**DIRECTIONS**: Could you repeat the records below exactly, without the pictures?

═══ RECORDS PROVIDED

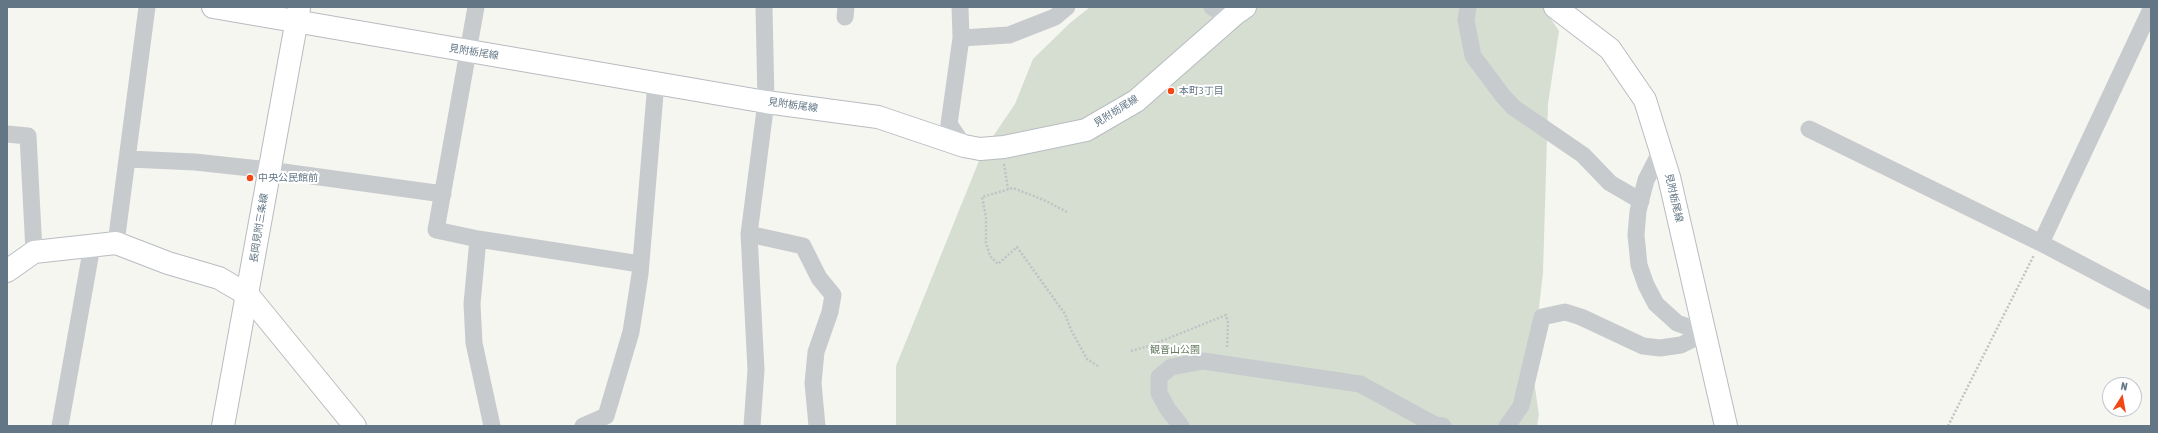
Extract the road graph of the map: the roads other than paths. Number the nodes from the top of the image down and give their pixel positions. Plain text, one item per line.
1 (147, 7) edge
2 (213, 7) edge
3 (476, 7) edge
4 (764, 7) edge
5 (960, 7) edge
6 (1067, 7) edge
7 (1212, 7) edge
8 (1468, 7) edge
9 (1562, 9) edge
10 (2151, 10) edge
11 (1237, 12) edge
12 (298, 14) edge
13 (961, 38) junction
14 (469, 52) junction
15 (656, 82) junction
16 (766, 102) junction
17 (1809, 129) dead end
18 (7, 134) edge
19 (964, 146) junction
20 (1661, 151) junction
21 (129, 159) junction
22 (269, 170) junction
23 (444, 194) junction
24 (1641, 201) junction
25 (749, 234) junction
26 (478, 239) junction
27 (2041, 242) junction
28 (116, 243) junction
29 (92, 246) junction
30 (34, 252) junction
31 (640, 264) junction
32 (7, 272) edge
33 (248, 295) junction
34 (2151, 301) edge
35 (1705, 333) junction
36 (60, 426) edge
37 (223, 426) edge
38 (355, 426) edge
39 (492, 426) edge
40 (583, 426) edge
41 (752, 426) edge
42 (817, 426) edge
43 (1181, 426) edge
44 (1443, 426) edge
45 (1507, 426) edge
46 (1726, 426) edge

1 - 21 street
2 - 12 main road, 見附栃尾線
3 - 14 street
4 - 16 street
5 - 13 street
6 - 13 street
7 - 11 street
8 - 24 street
9 - 20 main road, 見附栃尾線
10 - 27 street
11 - 19 main road, 見附栃尾線
12 - 14 main road, 見附栃尾線
12 - 22 main road, 長岡見附三条線
13 - 19 street
14 - 15 main road, 見附栃尾線
14 - 23 street
15 - 16 main road, 見附栃尾線
15 - 31 street
16 - 19 main road, 見附栃尾線
16 - 25 street
17 - 27 street
18 - 30 street
20 - 24 street
20 - 35 main road, 見附栃尾線
21 - 22 street
21 - 28 street
22 - 23 street
22 - 33 main road, 長岡見附三条線
23 - 26 street
24 - 35 street
25 - 41 street
25 - 42 street
26 - 31 street
26 - 39 street
27 - 34 street
28 - 29 main road
28 - 33 main road
29 - 30 main road
29 - 36 street
30 - 32 main road
31 - 40 street
33 - 37 main road, 長岡見附三条線
33 - 38 main road
35 - 45 street
35 - 46 main road, 見附栃尾線
43 - 44 street

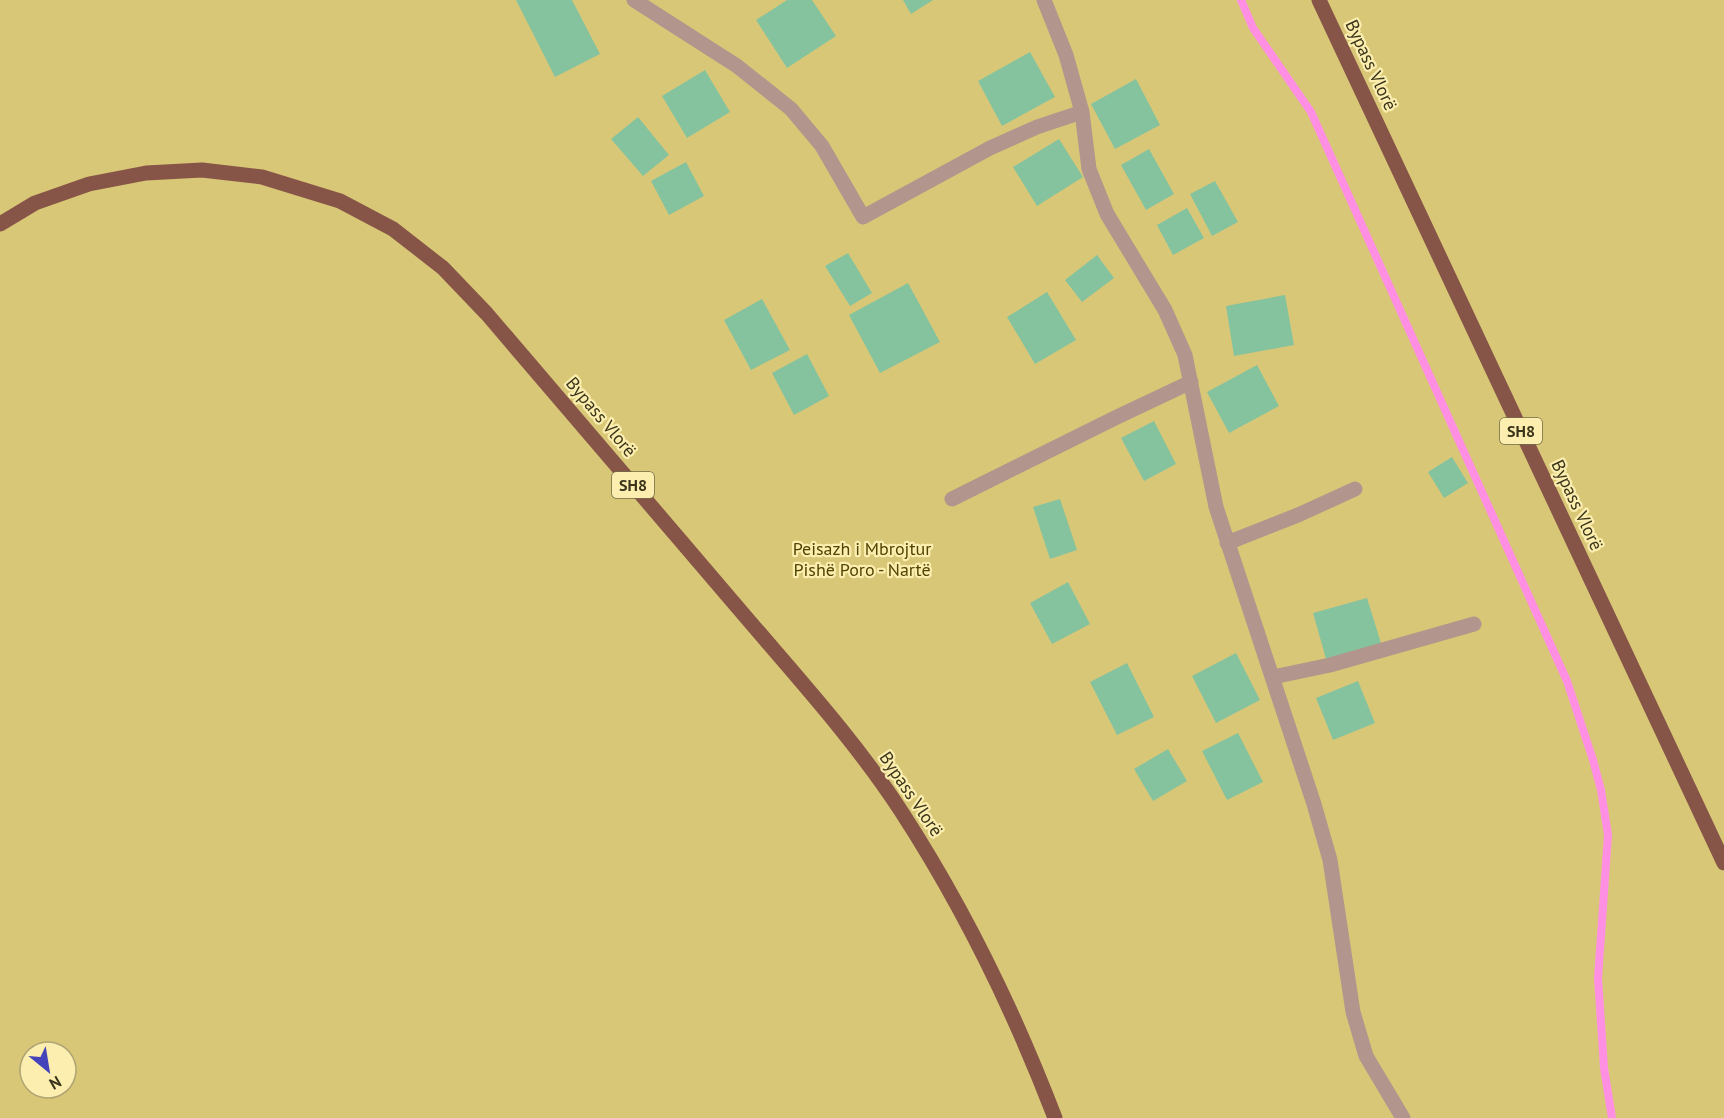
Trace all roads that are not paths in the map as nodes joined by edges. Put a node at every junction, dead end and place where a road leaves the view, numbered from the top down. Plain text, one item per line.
1 (634, 0) edge
2 (1044, 0) edge
3 (1319, 0) edge
4 (1082, 112) junction
5 (0, 225) edge
6 (1191, 382) junction
7 (1355, 489) dead end
8 (952, 499) dead end
9 (1227, 543) junction
10 (1474, 624) dead end
11 (1273, 678) junction
12 (1724, 863) edge
13 (1055, 1118) edge
14 (1403, 1118) edge

1 - 4 street
2 - 4 street
3 - 12 main road, Bypass Vlorë / SH8
4 - 6 street
5 - 13 main road, Bypass Vlorë / SH8
6 - 8 street
6 - 9 street
7 - 9 street
9 - 11 street
10 - 11 street
11 - 14 street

══════

**TASK SOLUTION**:
Extract the road graph of the map: the roads other than paths. Number the nodes from the top of the image down and give their pixel positions. Plain text, one item per line.
1 (147, 7) edge
2 (213, 7) edge
3 (476, 7) edge
4 (764, 7) edge
5 (960, 7) edge
6 (1067, 7) edge
7 (1212, 7) edge
8 (1468, 7) edge
9 (1562, 9) edge
10 (2151, 10) edge
11 (1237, 12) edge
12 (298, 14) edge
13 (961, 38) junction
14 (469, 52) junction
15 (656, 82) junction
16 (766, 102) junction
17 (1809, 129) dead end
18 (7, 134) edge
19 (964, 146) junction
20 (1661, 151) junction
21 (129, 159) junction
22 (269, 170) junction
23 (444, 194) junction
24 (1641, 201) junction
25 (749, 234) junction
26 (478, 239) junction
27 (2041, 242) junction
28 (116, 243) junction
29 (92, 246) junction
30 (34, 252) junction
31 (640, 264) junction
32 (7, 272) edge
33 (248, 295) junction
34 (2151, 301) edge
35 (1705, 333) junction
36 (60, 426) edge
37 (223, 426) edge
38 (355, 426) edge
39 (492, 426) edge
40 (583, 426) edge
41 (752, 426) edge
42 (817, 426) edge
43 (1181, 426) edge
44 (1443, 426) edge
45 (1507, 426) edge
46 (1726, 426) edge

1 - 21 street
2 - 12 main road, 見附栃尾線
3 - 14 street
4 - 16 street
5 - 13 street
6 - 13 street
7 - 11 street
8 - 24 street
9 - 20 main road, 見附栃尾線
10 - 27 street
11 - 19 main road, 見附栃尾線
12 - 14 main road, 見附栃尾線
12 - 22 main road, 長岡見附三条線
13 - 19 street
14 - 15 main road, 見附栃尾線
14 - 23 street
15 - 16 main road, 見附栃尾線
15 - 31 street
16 - 19 main road, 見附栃尾線
16 - 25 street
17 - 27 street
18 - 30 street
20 - 24 street
20 - 35 main road, 見附栃尾線
21 - 22 street
21 - 28 street
22 - 23 street
22 - 33 main road, 長岡見附三条線
23 - 26 street
24 - 35 street
25 - 41 street
25 - 42 street
26 - 31 street
26 - 39 street
27 - 34 street
28 - 29 main road
28 - 33 main road
29 - 30 main road
29 - 36 street
30 - 32 main road
31 - 40 street
33 - 37 main road, 長岡見附三条線
33 - 38 main road
35 - 45 street
35 - 46 main road, 見附栃尾線
43 - 44 street

Trace all roads that are not paths in the map as nodes joined by edges. Put a node at every junction, dead end and place where a road leaves the view, numbered from the top down. Plain text, one item per line.
1 (634, 0) edge
2 (1044, 0) edge
3 (1319, 0) edge
4 (1082, 112) junction
5 (0, 225) edge
6 (1191, 382) junction
7 (1355, 489) dead end
8 (952, 499) dead end
9 (1227, 543) junction
10 (1474, 624) dead end
11 (1273, 678) junction
12 (1724, 863) edge
13 (1055, 1118) edge
14 (1403, 1118) edge

1 - 4 street
2 - 4 street
3 - 12 main road, Bypass Vlorë / SH8
4 - 6 street
5 - 13 main road, Bypass Vlorë / SH8
6 - 8 street
6 - 9 street
7 - 9 street
9 - 11 street
10 - 11 street
11 - 14 street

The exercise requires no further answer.